= Suite Sudarmoricaine =

Breton song

Suite Sud-Armoricaine is a bawdy Breton song in Breton, popularized by Alan Stivell in the 1970s. It is the only song in Breton ever to make the number one chart spot on French radio Europe 1. The lyrics are from the Pardon Speied (the Pardon of the village of Spézet) date from 1950s and they are in the public domain because the author is unknown.

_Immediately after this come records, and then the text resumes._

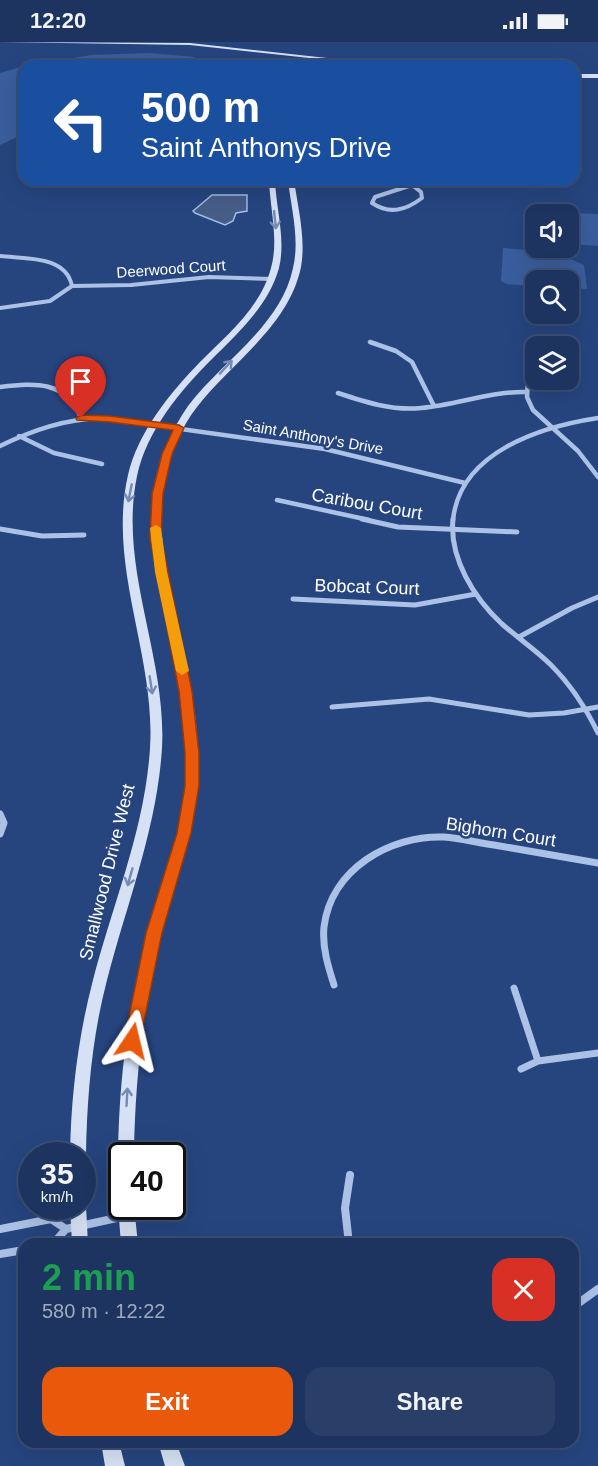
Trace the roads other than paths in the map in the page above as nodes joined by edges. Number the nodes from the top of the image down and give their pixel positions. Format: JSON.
{"nodes":[{"id":1,"x":2,"y":42,"type":"edge"},
{"id":2,"x":0,"y":46,"type":"edge"},
{"id":3,"x":300,"y":60,"type":"edge"},
{"id":4,"x":306,"y":60,"type":"edge"},
{"id":5,"x":580,"y":74,"type":"edge"},
{"id":6,"x":598,"y":74,"type":"edge"},
{"id":7,"x":273,"y":186,"type":"edge"},
{"id":8,"x":292,"y":186,"type":"edge"},
{"id":9,"x":409,"y":186,"type":"edge"},
{"id":10,"x":413,"y":186,"type":"edge"},
{"id":11,"x":0,"y":256,"type":"edge"},
{"id":12,"x":272,"y":279,"type":"junction"},
{"id":13,"x":72,"y":286,"type":"junction"},
{"id":14,"x":0,"y":308,"type":"edge"},
{"id":15,"x":370,"y":342,"type":"dead end"},
{"id":16,"x":0,"y":387,"type":"edge"},
{"id":17,"x":527,"y":392,"type":"joint"},
{"id":18,"x":338,"y":393,"type":"dead end"},
{"id":19,"x":434,"y":406,"type":"junction"},
{"id":20,"x":81,"y":418,"type":"junction"},
{"id":21,"x":598,"y":418,"type":"edge"},
{"id":22,"x":155,"y":424,"type":"junction"},
{"id":23,"x":550,"y":427,"type":"junction"},
{"id":24,"x":179,"y":428,"type":"junction"},
{"id":25,"x":19,"y":436,"type":"junction"},
{"id":26,"x":0,"y":446,"type":"edge"},
{"id":27,"x":102,"y":464,"type":"dead end"},
{"id":28,"x":598,"y":477,"type":"edge"},
{"id":29,"x":465,"y":483,"type":"junction"},
{"id":30,"x":278,"y":500,"type":"dead end"},
{"id":31,"x":0,"y":529,"type":"edge"},
{"id":32,"x":452,"y":530,"type":"junction"},
{"id":33,"x":517,"y":532,"type":"dead end"},
{"id":34,"x":84,"y":535,"type":"dead end"},
{"id":35,"x":476,"y":594,"type":"junction"},
{"id":36,"x":598,"y":597,"type":"edge"},
{"id":37,"x":293,"y":599,"type":"dead end"},
{"id":38,"x":519,"y":637,"type":"junction"},
{"id":39,"x":332,"y":707,"type":"dead end"},
{"id":40,"x":598,"y":707,"type":"edge"},
{"id":41,"x":586,"y":710,"type":"junction"},
{"id":42,"x":598,"y":733,"type":"edge"},
{"id":43,"x":0,"y":814,"type":"edge"},
{"id":44,"x":0,"y":834,"type":"edge"},
{"id":45,"x":598,"y":863,"type":"edge"},
{"id":46,"x":334,"y":985,"type":"dead end"},
{"id":47,"x":514,"y":988,"type":"dead end"},
{"id":48,"x":598,"y":1053,"type":"edge"},
{"id":49,"x":538,"y":1061,"type":"junction"},
{"id":50,"x":521,"y":1069,"type":"dead end"},
{"id":51,"x":79,"y":1142,"type":"edge"},
{"id":52,"x":126,"y":1142,"type":"edge"},
{"id":53,"x":350,"y":1175,"type":"dead end"},
{"id":54,"x":108,"y":1216,"type":"edge"},
{"id":55,"x":74,"y":1220,"type":"edge"},
{"id":56,"x":127,"y":1220,"type":"edge"},
{"id":57,"x":72,"y":1227,"type":"junction"},
{"id":58,"x":0,"y":1229,"type":"edge"},
{"id":59,"x":60,"y":1238,"type":"edge"},
{"id":60,"x":77,"y":1238,"type":"edge"},
{"id":61,"x":129,"y":1238,"type":"edge"},
{"id":62,"x":348,"y":1238,"type":"edge"},
{"id":63,"x":18,"y":1251,"type":"edge"},
{"id":64,"x":0,"y":1254,"type":"edge"},
{"id":65,"x":598,"y":1289,"type":"edge"},
{"id":66,"x":579,"y":1303,"type":"edge"},
{"id":67,"x":111,"y":1448,"type":"edge"},
{"id":68,"x":169,"y":1448,"type":"edge"},
{"id":69,"x":115,"y":1466,"type":"edge"},
{"id":70,"x":175,"y":1466,"type":"edge"}],
"edges":[{"from":1,"to":4,"type":"street"},
{"from":2,"to":3,"type":"street"},
{"from":5,"to":6,"type":"street"},
{"from":7,"to":12,"type":"street","name":"Smallwood Drive West","one_way":true},
{"from":24,"to":8,"type":"street","one_way":true},
{"from":9,"to":10,"type":"street"},
{"from":11,"to":13,"type":"street"},
{"from":12,"to":13,"type":"street","name":"Deerwood Court"},
{"from":12,"to":22,"type":"street","name":"Smallwood Drive West"},
{"from":13,"to":14,"type":"street"},
{"from":15,"to":19,"type":"street"},
{"from":16,"to":20,"type":"street"},
{"from":17,"to":19,"type":"street"},
{"from":17,"to":23,"type":"street"},
{"from":18,"to":19,"type":"street"},
{"from":20,"to":22,"type":"street","name":"Saint Anthony's Drive"},
{"from":20,"to":25,"type":"street","name":"Saint Anthony's Drive"},
{"from":21,"to":23,"type":"street"},
{"from":22,"to":24,"type":"street","name":"Saint Anthony's Drive"},
{"from":22,"to":51,"type":"street","name":"Smallwood Drive West","one_way":true},
{"from":23,"to":28,"type":"street"},
{"from":23,"to":29,"type":"street"},
{"from":24,"to":29,"type":"street","name":"Saint Anthony's Drive"},
{"from":52,"to":24,"type":"street","one_way":true},
{"from":25,"to":26,"type":"street","name":"Saint Anthony's Drive"},
{"from":25,"to":27,"type":"street"},
{"from":29,"to":32,"type":"street"},
{"from":30,"to":32,"type":"street","name":"Caribou Court"},
{"from":31,"to":34,"type":"street"},
{"from":32,"to":33,"type":"street","name":"Caribou Court"},
{"from":32,"to":35,"type":"street"},
{"from":35,"to":37,"type":"street","name":"Bobcat Court"},
{"from":35,"to":38,"type":"street"},
{"from":36,"to":38,"type":"street"},
{"from":38,"to":41,"type":"street"},
{"from":39,"to":41,"type":"street"},
{"from":40,"to":41,"type":"street"},
{"from":41,"to":42,"type":"street"},
{"from":43,"to":44,"type":"street"},
{"from":45,"to":46,"type":"street","name":"Bighorn Court"},
{"from":47,"to":49,"type":"street"},
{"from":48,"to":49,"type":"street"},
{"from":49,"to":50,"type":"street"},
{"from":53,"to":62,"type":"street"},
{"from":54,"to":57,"type":"street"},
{"from":55,"to":57,"type":"street"},
{"from":56,"to":61,"type":"street"},
{"from":57,"to":58,"type":"street"},
{"from":57,"to":59,"type":"street"},
{"from":57,"to":60,"type":"street"},
{"from":63,"to":64,"type":"street"},
{"from":65,"to":66,"type":"street"},
{"from":67,"to":69,"type":"street"},
{"from":68,"to":70,"type":"street"}]}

The song is originally a traditional Breton musical air.

==Lyrics ==

- Breton
E pardon Speied e oan bet

Ur plac'h yaouank am eus kavet

'Barzh ar park vras hon eus kousket

Ur verol bras am eus paket

D'an ospital on bet kaset

War an daol vras on bet lakaet

Ha ma lost bras 'zo bet troc'het

Dre ar prenestr eo bet kaset

Ur meil ki-bleiz 'zo tremenet

Ha ma lost bras e-neus debret

Ha ma lost bras e-neus debret

Hag ar c'hi-bleiz a zo marvet

- English
At the pardon of Spezet, I went

A young girl, I found

In a large field, we slept

The great pox, I caught

At the hospital, I was sent

On a large table, I was placed

And my big cock was cut

Through the window, it was thrown

A huge wolf-dog rose

And my big cock, he ate

And my big cock, he ate

And dog-wolf is dead

== Recordings ==

- Alan Stivell: albums À l'Olympia (1972), Again (1993 with Shane MacGowan), Back to Breizh (2000 in French).
- An Triskell as Suite Pourlette (album Musiques Celtiques, 1973).
- Polish band Shannon (2000).
- Franco-Slovak band Roc'hann (album Skladby z nášho, 2008).
- Nolwenn Leroy (album Bretonne, 2010).
- Beltaine (album Tríú, 2010).
- Les Stentors (album Voyage en France, 2012).
- Julien Jaffrès (album Rock'n Celtic Guitar, 2012).